Sob pressão, Bolsonaro constrange família de petista assassinado

Reação destemperada e insensível de Bolsonaro – que nem sequer se solidarizou com a viúva – foi criticada até por integrantes da base governista

O desgaste sofrido por Jair Bolsonaro após o assassinato do guarda municipal e militante do PT Marcelo Aloizio de Arruda, no domingo (10), em Foz do Iguaçu (PR), levou o presidente a apelar para ações marqueteiras e desesperadas. Marcelo foi morto por um bolsonarista, o policial penal federal Jorge José da Rocha Guaranho, que invadiu a festa de aniversário do petista e o baleou.

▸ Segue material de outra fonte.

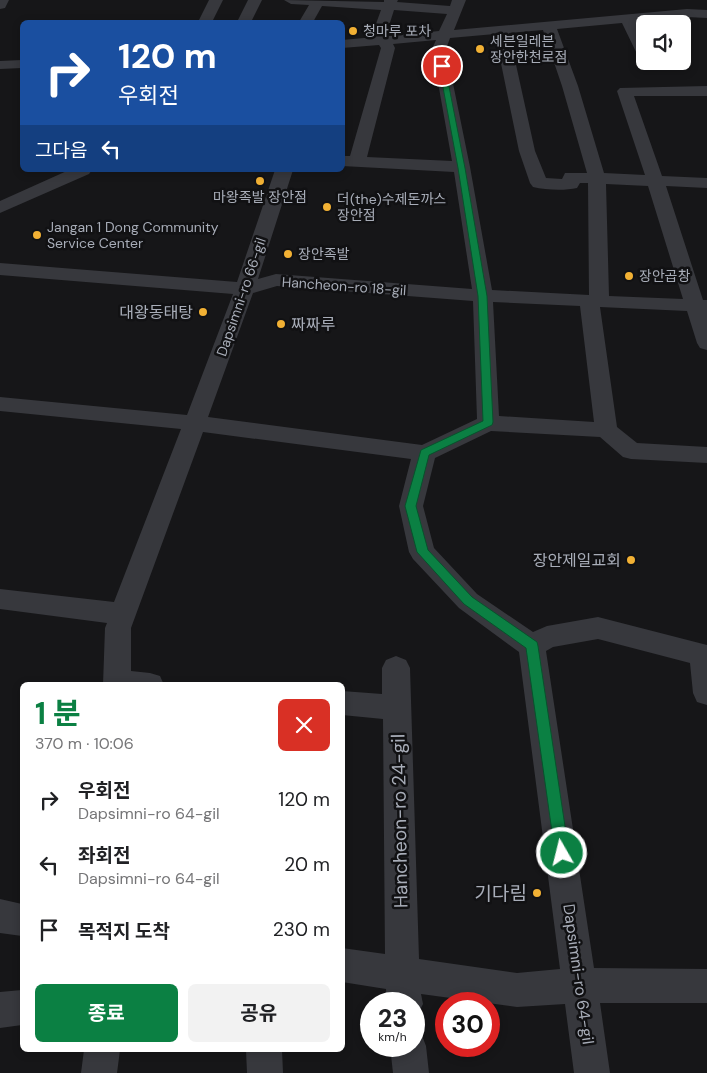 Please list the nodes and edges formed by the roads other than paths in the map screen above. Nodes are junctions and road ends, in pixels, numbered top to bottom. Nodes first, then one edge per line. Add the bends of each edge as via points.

A reação destemperada e insensível de Bolsonaro – que nem sequer se solidarizou com a viúva, Pâmela Suellen Silva – foi criticada até por integrantes da base governista. Agora, sob pressão para conter o desgaste e o isolamento, o presidente chegou a divulgar um vídeo de 13 minutos da conversa que teve nesta terça-feira (12) com Zé Arruda e Luís Arruda, irmãos de Marcelo. Os dois são apoiadores de Bolsonaro.

Embora nenhum deles estivesse presente à festa de aniversário de Marcelo, Bolsonaro chegou a sugerir que os irmãos fossem a Brasília para dar uma entrevista coletiva e “mostrar o que aconteceu”. Mais uma vez, o presidente não manifestou pesar à família de Marcelo – apenas a constrangeu com sua encenação.

Pâmela, a viúva, classificou o disparate de Bolsonaro como “um absurdo”. Para Luziana, irmã de Marcelo, a divulgação do vídeo “foi um choque”. Leonardo, filho do petista, acrescentou: “O ódio não está em mim, na nossa família. A gente estava comemorando. Não foi a gente que procurou isso. Não foi a gente que matou. A gente não odeia ninguém.”

A equipe da pré-campanha de Bolsonaro à reeleição já identificou que o caso prejudicou ainda mais sua imagem. O crime ocorreu a 84 dias do primeiro turno, num momento em que o presidente tentava reduzir a rejeição a seu governo e melhorar nas pesquisas de intenção de voto. O discurso pró-armas é um dos pilares do bolsonarismo que mais perdem força em decorrência do episódio.

Conforme revelou a Folha de S.Paulo, “integrantes da campanha tentaram fazer com o que o presidente se antecipasse à vinculação do episódio com a sua militância e se pronunciasse sobre o crime na manhã de domingo”. Além disso, “a ala política do governo e correligionários do centrão chegaram a pedir, sob reserva, um posicionamento mais firme” de Bolsonaro, “com recados para uma pacificação”.

Porém, no lugar de um gesto nessa direção, o presidente continuou a associar a esquerda à violência política, ignorando que a vítima era de esquerda, e o assassino, de extrema-direita. Outras mortes recentes de cunho político, como a da vereadora carioca Marielle Franco (PSOL) e a do capoeirista Moa do Katendê, evidenciam a falácia desse discurso de Bolsonaro.

Aliados do presidente consideram que a “frieza de Bolsonaro”, somada à falta de empatia com a viúva de Marcelo, pode bloquear de vez as possibilidades de diálogo com o eleitorado feminino. Segundo esses mesmos aliados, a situação tem potencial para comover não apenas eleitores de Lula – mas também antipetistas que ainda resistem a votar em Bolsonaro.

“As pessoas decidem o voto pela emoção. E a reação dele (Bolsonaro) foi muito fria – não houve nenhum tom de lamento”, resumiu um aliado bolsonarista, citado pelo Valor Econômico. “Não adianta nada pregar para convertidos. Esses votos ele já tem.”

Para o advogado Emilio Peluso Meyer, membro do Comitê Executivo do Demos e professor de Direito Constitucional da UFMG, é possível atribuir a Bolsonaro uma “responsabilização moral” pelo assassinato. Em entrevista à DW Brasil, Meyer lembrou que o presidente “de fato inflama os apoiadores dele a colocarem em prática a eliminação do opositor político”.

“O bolsonarismo, como movimento político, normalmente acusa os opositores de práticas que ele mesmo costuma empreender. Esse é um ponto fundamental”, diz o advogado. “O que o presidente deseja é a convulsão social, que ele seja justificado a tomar uma decisão drástica porque ele não tem controle do que tem acontecido no País. A consequência de fatos como esse (o assassinato do petista) é que há um cenário político muito mais inflamado, que pode pressionar ou criar as condições para que o presidente tome uma decisão de levar a uma ruptura institucional.”